Но в том-то и дело, что марксизм не был для «Н. Мира» принудительным цензурным балластом, а так и понимался, как учение Единственно-Верное, лишь бы было «исходно-чистым». Так и атеизм, очень необходимый для этого выступления, был своеродным, искренним убеждением всей редколлегии «Н. Мира», включая, увы, Твардовского. И потому неслучайны были и не показались им ошибочными аргументация и тон этого позорного выступления журнала – так незадолго до его конца.

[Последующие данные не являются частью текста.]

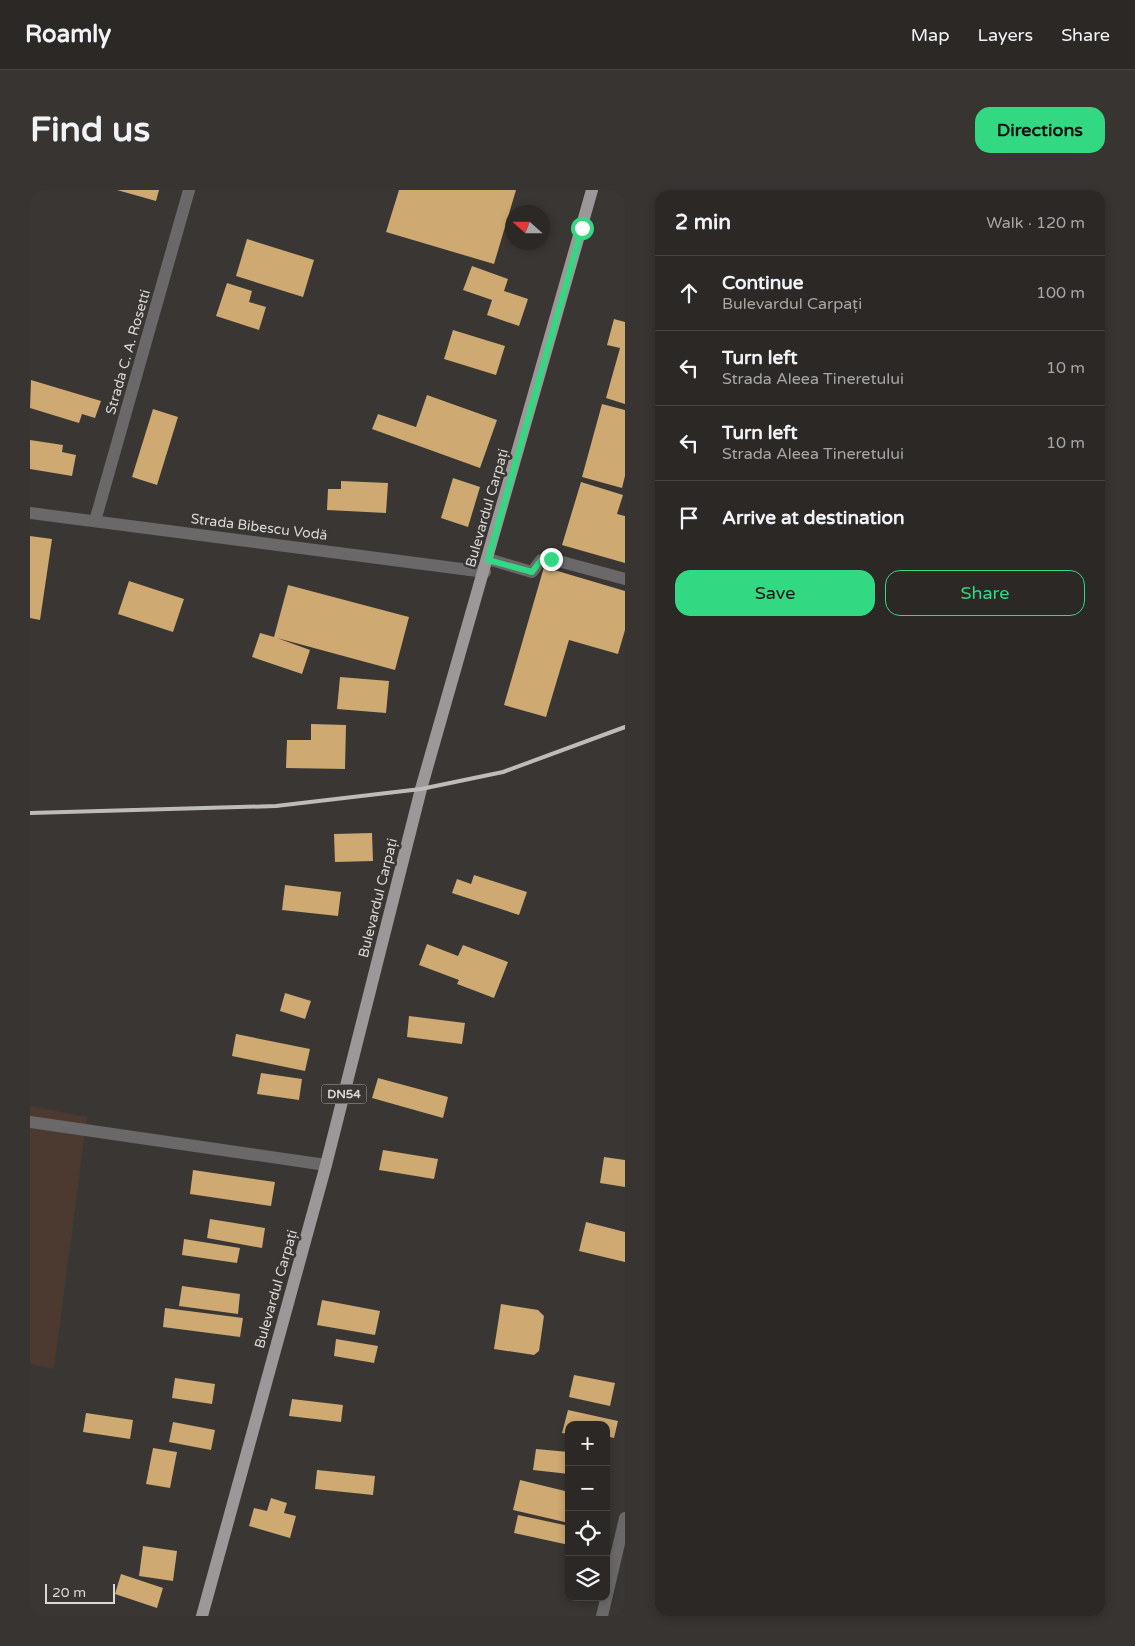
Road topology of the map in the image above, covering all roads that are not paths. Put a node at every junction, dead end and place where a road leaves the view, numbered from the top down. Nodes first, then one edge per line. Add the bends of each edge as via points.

В исходном замысле, ещё не перенесённом на бумагу, ещё обсуждаемом в кабинете, очевидно были у новомирцев и вполне правильные соображения: «эта банда» кликушески поносит Запад не только как капиталистический Запад (такого марксистам не жалко, и Дементьеву тоже), а как псевдоним всякого свободного веяния в нашей стране (вопреки марксизму, эти передовые веяния почему-то поддерживаются именно обречённым Западом), как псевдоним интеллигенции и самого «Н. Мира». В статьях «М. Гвардии» что-то слишком подозрительно выпячиваются «народные основы», церковки, деревня, земля. А в нашей стране так это смутно напряжено, что произнеси похвально слово «народ» – и уже это воспринимается как «бей интеллигенцию!» (увы, образованщину на 80%, а из кого народ состоит – и вовсе неведомо...), произнеси похвально «деревня» – значит угроза городу, «земля» – значит упрёк «асфальту». Итак, против этих тайных, невысказанных угроз, защищая себя под псевдонимом интернационализма и пользуясь всеми ловкостями диалектического марксизма – в бой, Александр Григорьич!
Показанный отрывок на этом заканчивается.